Syntactically, it is a subset of the Prolog language, with a relatively straightforward grammar. Let's consider how we might build a parser to interpret datalog programs.
A datalog program consists of a set of statements that are either facts or rules.
Here are some example facts:
bird("parrot").
legs("cat",4).
move("bat","fly").
move("parrot","fly").A fact is a named relation (bird or legs or move in these examples) followed by a list of zero or more constants ("parrot", "cat", 4, "bat" and "fly" in these examples). Semantically, we can choose how we interpret these relations although a fact always holds true. Sensible naming should make it obvious what that truth represents (a parrot is a bird; a cat has four legs; a bat can move by flying; a parrot can move by flying).
Here is a sample rule:
flyingBird(X) :- bird(X), move(X,"fly").A rule allows us to infer new facts from some existing facts. The :- symbol indicates right-to-left logical implication and can be read as 'if'. Any unquoted term starting with an upper-case character in the rule is considered a variable. The statement above can be read as "X is a flying bird is true if it is known that X is a bird is true and X can move by flying is true". Or more concisely "X is a flying bird if it is a bird and it can move by flying". Note that the bird and move components of the rule are combined with a logical AND (conjunction).

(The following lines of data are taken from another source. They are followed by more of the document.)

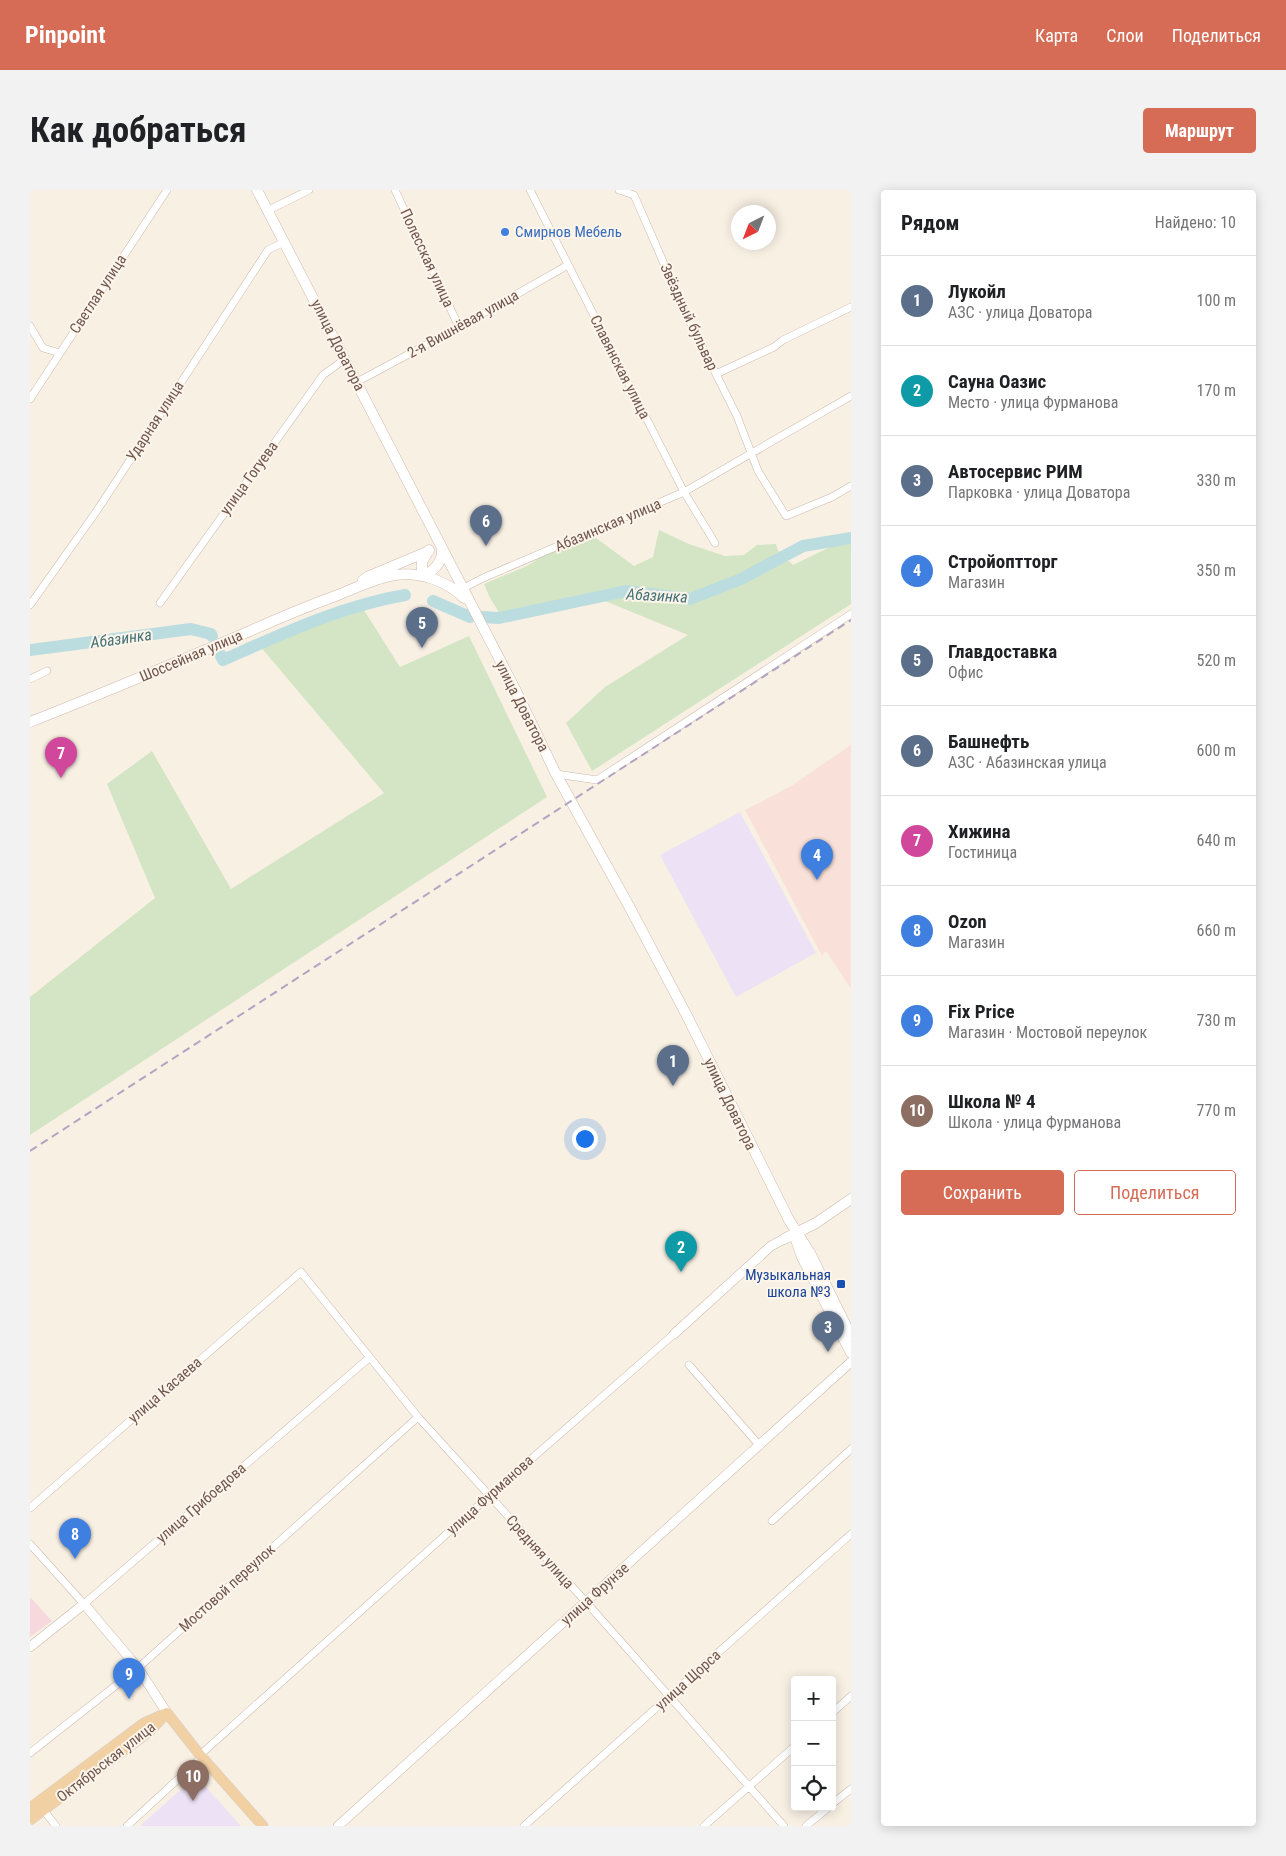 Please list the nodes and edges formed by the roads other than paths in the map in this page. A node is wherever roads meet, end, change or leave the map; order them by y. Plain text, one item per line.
1 (167, 190) edge
2 (257, 190) edge
3 (309, 190) edge
4 (394, 190) edge
5 (530, 190) edge
6 (619, 190) edge
7 (268, 211) junction
8 (284, 242) junction
9 (568, 265) junction
10 (851, 307) edge
11 (30, 326) edge
12 (459, 326) junction
13 (60, 353) junction
14 (345, 359) junction
15 (716, 374) junction
16 (357, 382) junction
17 (851, 396) edge
18 (30, 399) edge
19 (750, 453) junction
20 (851, 486) edge
21 (684, 492) junction
22 (432, 530) junction
23 (715, 542) dead end
24 (428, 551) junction
25 (442, 551) junction
26 (422, 576) junction
27 (352, 589) junction
28 (462, 589) junction
29 (160, 603) dead end
30 (30, 605) edge
31 (471, 607) junction
32 (851, 614) edge
33 (47, 671) dead end
34 (30, 679) edge
35 (30, 721) edge
36 (556, 774) junction
37 (851, 1198) edge
38 (851, 1205) edge
39 (794, 1236) junction
40 (301, 1272) joint
41 (674, 1334) joint
42 (851, 1336) edge
43 (851, 1353) edge
44 (370, 1358) junction
45 (851, 1362) edge
46 (690, 1365) dead end
47 (418, 1417) junction
48 (760, 1446) junction
49 (851, 1449) edge
50 (489, 1496) junction
51 (30, 1508) edge
52 (772, 1521) dead end
53 (851, 1534) edge
54 (30, 1544) edge
55 (586, 1602) junction
56 (84, 1604) junction
57 (30, 1646) edge
58 (138, 1668) junction
59 (669, 1696) junction
60 (851, 1696) edge
61 (836, 1709) edge
62 (167, 1713) junction
63 (791, 1750) edge
64 (30, 1753) edge
65 (201, 1756) junction
66 (749, 1787) junction
67 (851, 1789) edge
68 (836, 1801) edge
69 (37, 1807) edge
70 (824, 1811) edge
71 (30, 1820) edge
72 (56, 1826) edge
73 (127, 1826) edge
74 (263, 1826) edge
75 (338, 1826) edge
76 (524, 1826) edge
77 (704, 1826) edge
78 (784, 1826) edge
79 (806, 1826) edge

1 - 13 street, Светлая улица
2 - 7 main road, улица Доватора
3 - 7 street
4 - 12 street, Полесская улица
5 - 9 street, Славянская улица
6 - 15 street, Звёздный бульвар
7 - 8 main road, улица Доватора
8 - 14 main road, улица Доватора
8 - 30 street, Ударная улица
9 - 12 street, 2-я Вишнёвая улица
9 - 21 street, Славянская улица
10 - 15 street
11 - 13 street
12 - 16 street, 2-я Вишнёвая улица
13 - 18 street, Светлая улица
14 - 16 main road, улица Доватора
14 - 29 street, улица Гогуева
15 - 19 street, Звёздный бульвар
16 - 22 main road, улица Доватора
17 - 19 street, Абазинская улица
19 - 20 street
19 - 21 street, Абазинская улица
21 - 23 street, Славянская улица
21 - 28 street, Абазинская улица
22 - 24 main road
22 - 25 main road, улица Доватора
24 - 26 main road
24 - 27 main road, Шоссейная улица
25 - 26 main road
25 - 28 main road, улица Доватора
26 - 27 main road, Шоссейная улица
26 - 31 main road
27 - 35 main road, Шоссейная улица
28 - 31 main road, улица Доватора
31 - 36 main road, улица Доватора
32 - 36 street
33 - 34 street
36 - 39 main road, улица Доватора
37 - 39 main road
38 - 39 main road
39 - 41 street, улица Фурманова
39 - 42 main road, улица Доватора
39 - 43 main road, улица Доватора
40 - 44 street, Средняя улица
40 - 51 street, улица Касаева
41 - 50 street, улица Фурманова
44 - 47 street, Средняя улица
44 - 56 street, улица Грибоедова
45 - 48 street, улица Фрунзе
46 - 48 street
47 - 50 street, Средняя улица
47 - 58 street, Мостовой переулок
48 - 55 street, улица Фрунзе
49 - 52 street
50 - 55 street, Средняя улица
50 - 65 street, улица Фурманова
53 - 59 street, улица Щорса
54 - 56 street
55 - 59 street, Средняя улица
55 - 75 street, улица Фрунзе
56 - 57 street, улица Грибоедова
56 - 58 street
58 - 62 street
58 - 64 street, Мостовой переулок
59 - 66 street, Средняя улица
59 - 76 street, улица Щорса
60 - 61 street
62 - 65 main road
62 - 69 main road, Октябрьская улица
63 - 66 street
65 - 73 street, улица Фурманова
65 - 74 main road
66 - 77 street
66 - 78 street, Средняя улица
67 - 68 street
69 - 71 main road, Октябрьская улица
69 - 72 street
70 - 79 street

If a datalog program were to comprise the four facts and one rule above, it would generate the additional inferred fact:
flyingBird("parrot").A rule will always have a head (flyingBird(X) in this example) before the :- symbol and a body (bird(X), move(X,"fly"). in this example) following it. Values in brackets after a relation can be either variables (e.g. X) or constants (e.g. "fly") and are referred to as terms. A relation and its terms make up an atom.
We will also consider a widely used modification of the datalog grammar that allows atoms in the tail of a rule to be negated, that is, optionally to be preceded by the word not. For example,
flightlessBird(X) :- bird(X), not move(X,"fly").To guide the building of a datalog parser it is useful to fully specify the grammar of any datalog program:
<program> ::= <fact> <program> | <rule> <program> | ɛ
<fact> ::= <relation> "(" <constant-list> ")."

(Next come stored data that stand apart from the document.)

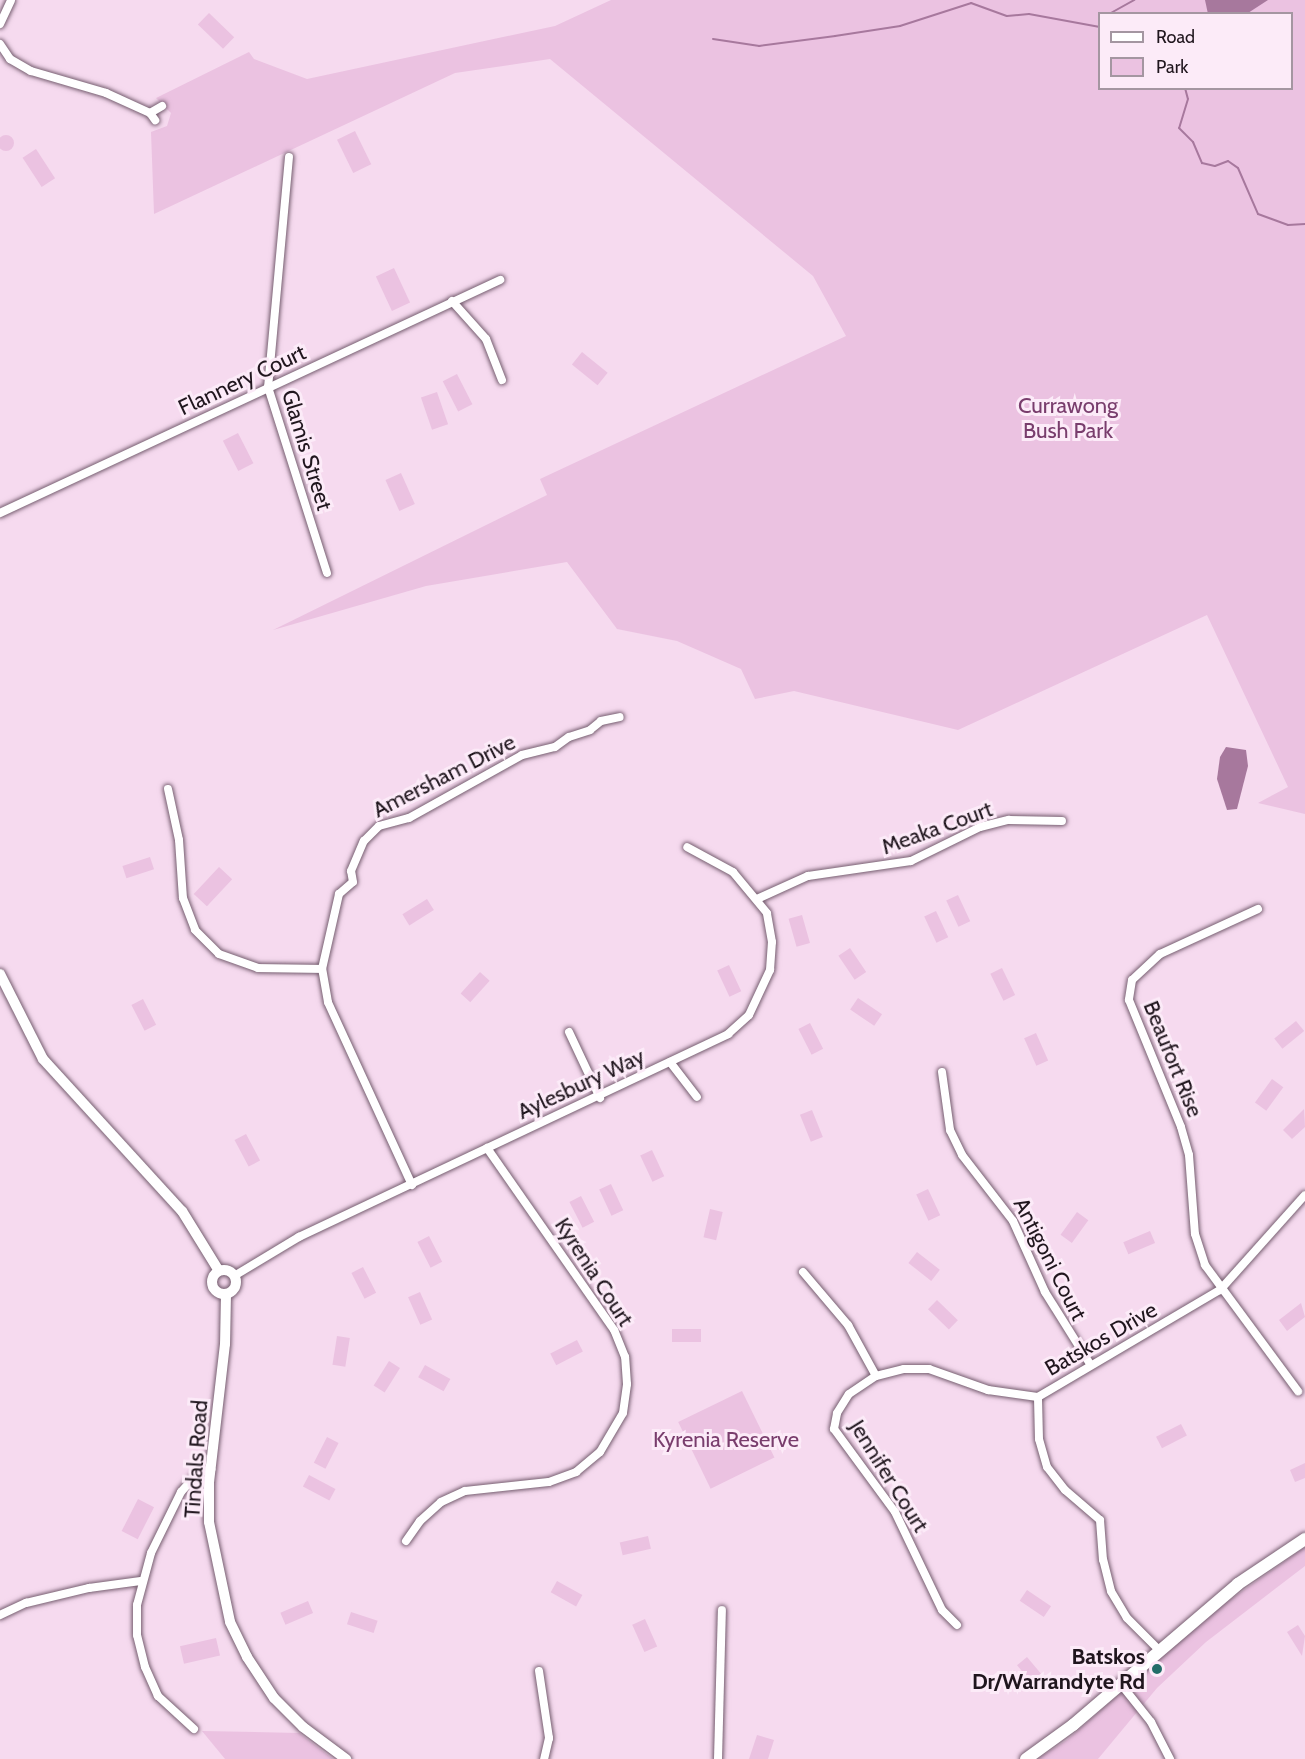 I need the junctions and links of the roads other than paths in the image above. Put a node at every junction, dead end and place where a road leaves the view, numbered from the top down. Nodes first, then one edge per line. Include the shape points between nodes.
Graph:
1 (11, 0) edge
2 (0, 24) edge
3 (0, 44) edge
4 (162, 106) dead end
5 (289, 157) dead end
6 (500, 280) dead end
7 (452, 301) junction
8 (502, 380) dead end
9 (268, 387) junction
10 (0, 513) edge
11 (327, 573) dead end
12 (620, 717) dead end
13 (168, 789) dead end
14 (1062, 821) dead end
15 (687, 847) dead end
16 (758, 899) junction
17 (1258, 909) dead end
18 (322, 969) junction
19 (0, 974) edge
20 (569, 1032) dead end
21 (670, 1062) junction
22 (942, 1072) dead end
23 (697, 1097) dead end
24 (600, 1098) junction
25 (488, 1148) junction
26 (412, 1185) junction
27 (1305, 1195) edge
28 (219, 1271) junction
29 (803, 1272) dead end
30 (234, 1276) junction
31 (1220, 1290) junction
32 (225, 1294) junction
33 (1090, 1364) junction
34 (876, 1376) junction
35 (1298, 1391) dead end
36 (1038, 1398) junction
37 (211, 1469) junction
38 (1305, 1539) edge
39 (406, 1541) dead end
40 (141, 1581) junction
41 (722, 1610) dead end
42 (0, 1615) edge
43 (957, 1625) dead end
44 (1158, 1649) junction
45 (539, 1671) dead end
46 (1120, 1683) junction
47 (194, 1729) dead end
48 (346, 1759) edge
49 (544, 1759) edge
50 (718, 1759) edge
51 (1026, 1759) edge
52 (1170, 1759) edge

1 - 2 street
3 - 4 street via 10,59 31,71 106,93 152,117
5 - 9 street, Glamis Street
6 - 7 street, Flannery Court
7 - 8 street via 486,339
7 - 9 street, Flannery Court
9 - 10 street, Flannery Court
9 - 11 street, Glamis Street
12 - 18 street, Amersham Drive via 601,721 555,747 522,755 409,818 379,826 364,841 351,871 353,882 339,894
13 - 18 street via 179,840 183,898 195,930 219,954 258,968
14 - 16 street, Meaka Court via 1009,820 980,827 911,861 808,876
15 - 16 street, Aylesbury Way via 733,872
16 - 21 street, Aylesbury Way via 767,913 772,942 770,970 760,998 749,1015 728,1034
17 - 31 street, Beaufort Rise via 1160,954 1132,980 1129,1000 1181,1127 1189,1155 1195,1234 1205,1265
18 - 26 street, Amersham Drive via 328,1002
19 - 28 main road via 43,1059 182,1211
20 - 24 street
21 - 23 street
21 - 24 street, Aylesbury Way
22 - 33 street, Antigoni Court via 950,1130 962,1155 1013,1221 1050,1302
24 - 25 street, Aylesbury Way
25 - 26 street, Aylesbury Way
25 - 39 street, Kyrenia Court via 614,1330 625,1357 623,1413 600,1452 576,1472 549,1482 465,1491 441,1502
26 - 30 street, Aylesbury Way via 299,1237
27 - 31 street, Batskos Drive
28 - 30 main road via 229,1271
28 - 32 main road via 214,1276 214,1287
29 - 34 street via 848,1325
30 - 32 main road via 235,1287
31 - 33 street, Batskos Drive
31 - 35 street, Beaufort Rise
32 - 37 main road, Tindals Road via 225,1344
33 - 36 street, Batskos Drive
34 - 36 street, Jennifer Court via 904,1369 929,1369 988,1390
34 - 43 street, Jennifer Court via 849,1394 837,1413 834,1429 896,1512 942,1610
36 - 44 street, Batskos Drive via 1039,1439 1047,1467 1065,1490 1100,1520 1103,1560 1112,1592 1127,1618
37 - 40 street via 198,1473 181,1492
37 - 48 main road, Tindals Road via 209,1522 216,1566 230,1622 242,1648 274,1698 303,1727
38 - 44 main road via 1238,1584
40 - 42 street via 47,1598
40 - 47 street via 137,1635 145,1667 159,1696
41 - 50 street
44 - 46 main road
45 - 49 street via 549,1738
46 - 51 main road
46 - 52 street via 1151,1722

<rule> ::= <atom> ":-" <atom-list> "."
<atom> ::= <relation> "(" <term-list> ")"
<negatable-atom> ::= <atom> | "not" <atom>
<atom-list> ::= <negatable-atom> | <negatable-atom> "," <atom-list> <atom-list>
<term> ::= <constant> | <variable>
<term-list> ::= <term> | <term> "," <term-list>
<constant-list> ::= <constant> | <constant> "," <constant-list>Note that because a rule's head is an atom and its tail may contain atoms, we can define rules recursively. And we can do so without the risk of infinite recursion (technically, datalog is a total functional language). For example the following fact and rule are valid:
brexit("UK").
meansBrexit(Country) :- meansBrexit(Country).despite the meansBrexit rule adding no new inferred facts.

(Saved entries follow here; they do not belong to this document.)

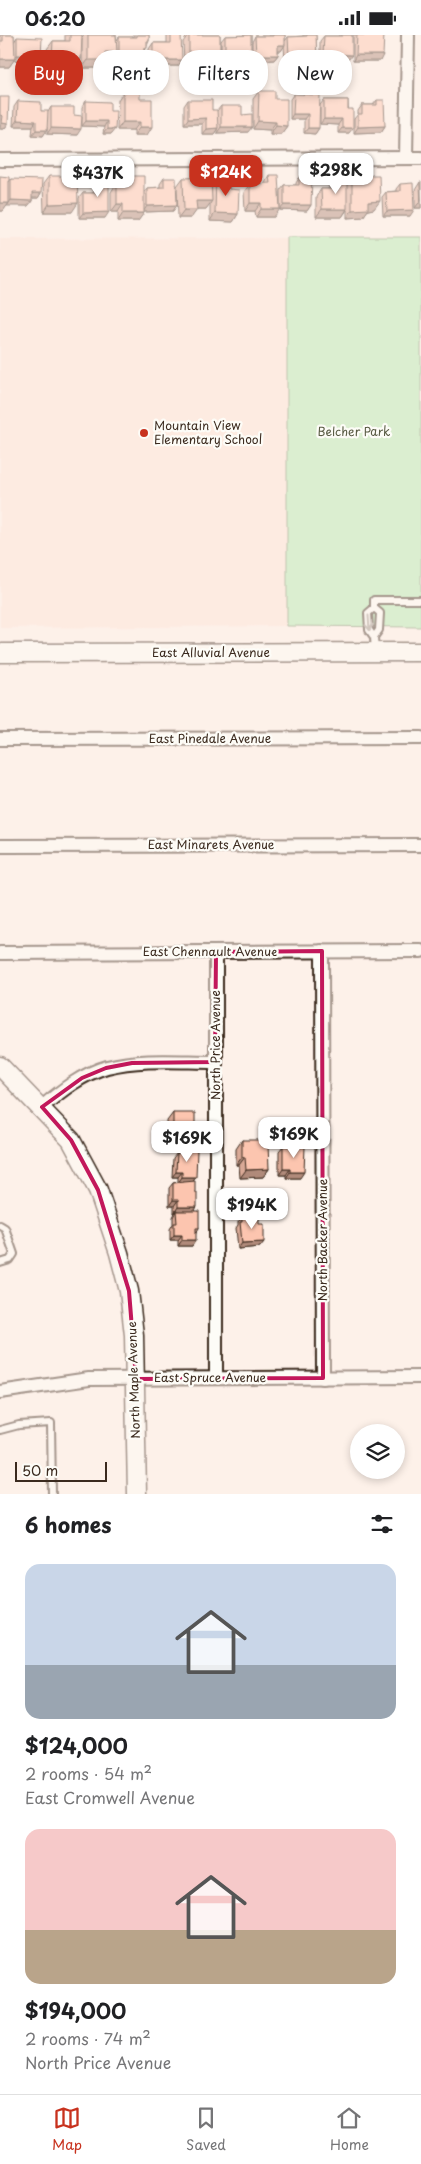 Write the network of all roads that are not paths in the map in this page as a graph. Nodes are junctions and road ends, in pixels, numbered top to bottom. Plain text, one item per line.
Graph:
1 (408, 35) edge
2 (406, 158) junction
3 (421, 158) edge
4 (0, 160) edge
5 (421, 600) edge
6 (374, 609) junction
7 (374, 645) junction
8 (421, 652) edge
9 (0, 653) edge
10 (421, 738) edge
11 (0, 739) edge
12 (421, 845) edge
13 (0, 846) edge
14 (322, 951) junction
15 (421, 951) edge
16 (216, 952) junction
17 (0, 953) edge
18 (215, 1061) junction
19 (0, 1066) edge
20 (42, 1107) junction
21 (0, 1225) edge
22 (0, 1263) edge
23 (421, 1377) edge
24 (216, 1378) junction
25 (324, 1378) junction
26 (136, 1379) junction
27 (0, 1392) edge
28 (0, 1430) edge
29 (52, 1494) edge
30 (137, 1494) edge

1 - 2 street
2 - 3 street
2 - 4 street
5 - 6 lane
6 -> 7 lane
6 - 7 lane
7 - 8 street, East Alluvial Avenue
7 - 9 street, East Alluvial Avenue
10 - 11 street, East Pinedale Avenue
12 - 13 street, East Minarets Avenue
14 - 15 street, East Chennault Avenue
14 - 16 street, East Chennault Avenue
14 - 25 street, North Backer Avenue
16 - 17 street, East Chennault Avenue
16 - 18 street, North Price Avenue
18 - 20 street
18 - 24 street, North Price Avenue
19 - 20 street, North Maple Avenue
20 - 26 street, North Maple Avenue
21 - 22 lane
23 - 25 street, East Spruce Avenue
24 - 25 street, East Spruce Avenue
24 - 26 street, East Spruce Avenue
26 - 27 street, East Spruce Avenue
26 - 30 street, North Maple Avenue
28 - 29 lane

More usefully, recursive rules can model networks as graphs. When we have multiple rules with the same relation name, they are combined with logical 'OR' (disjunction). For example, here is a simple undirected graph:
connected("Windermere","Ambleside").
connected("Ambleside","Grasmere").
connected("Grasmere","Keswick").
connected(A,B) :- connected(B,A).
canTravel(A,B) :- connected(A,B).
canTravel(A,C) :- connected(A,B), canTravel(B,C).which would generate the additional inferred facts:
canTravel("Windermere", "Windermere").
canTravel("Windermere", "Ambleside").
canTravel("Windermere", "Grasmere").
canTravel("Windermere", "Keswick").
canTravel("Ambleside", "Windermere").
canTravel("Ambleside", "Ambleside").
canTravel("Ambleside", "Grasmere").
canTravel("Ambleside", "Keswick").
canTravel("Grasmere", "Windermere").
canTravel("Grasmere", "Ambleside").
canTravel("Grasmere", "Grasmere").
canTravel("Grasmere", "Keswick").
canTravel("Keswick", "Windermere").
canTravel("Keswick", "Ambleside").
canTravel("Keswick", "Grasmere").
canTravel("Keswick", "Keswick").Let's express the elements of the grammar as Elm types:
type Statement
= Fact ( Relation, List Constant )
| Rule ( Atom, List NegatableAtom )
type alias Relation =
String
type Constant
= Str String
| Num Int
type alias Atom =
( Relation, List Term )
type NegatableAtom
= Atom Atom
| NotAtom Atom
type Term
= Variable String
| Constant ConstantThis would allow us to express a datalog program with type safety:
exampleProg : List Statement
exampleProg =
[ Fact ( "bird", [ Str "parrot" ] )
, Fact ( "legs", [ Str "cat", Num 4 ] )
, Fact ( "move", [ Str "bat", Str "fly" ] )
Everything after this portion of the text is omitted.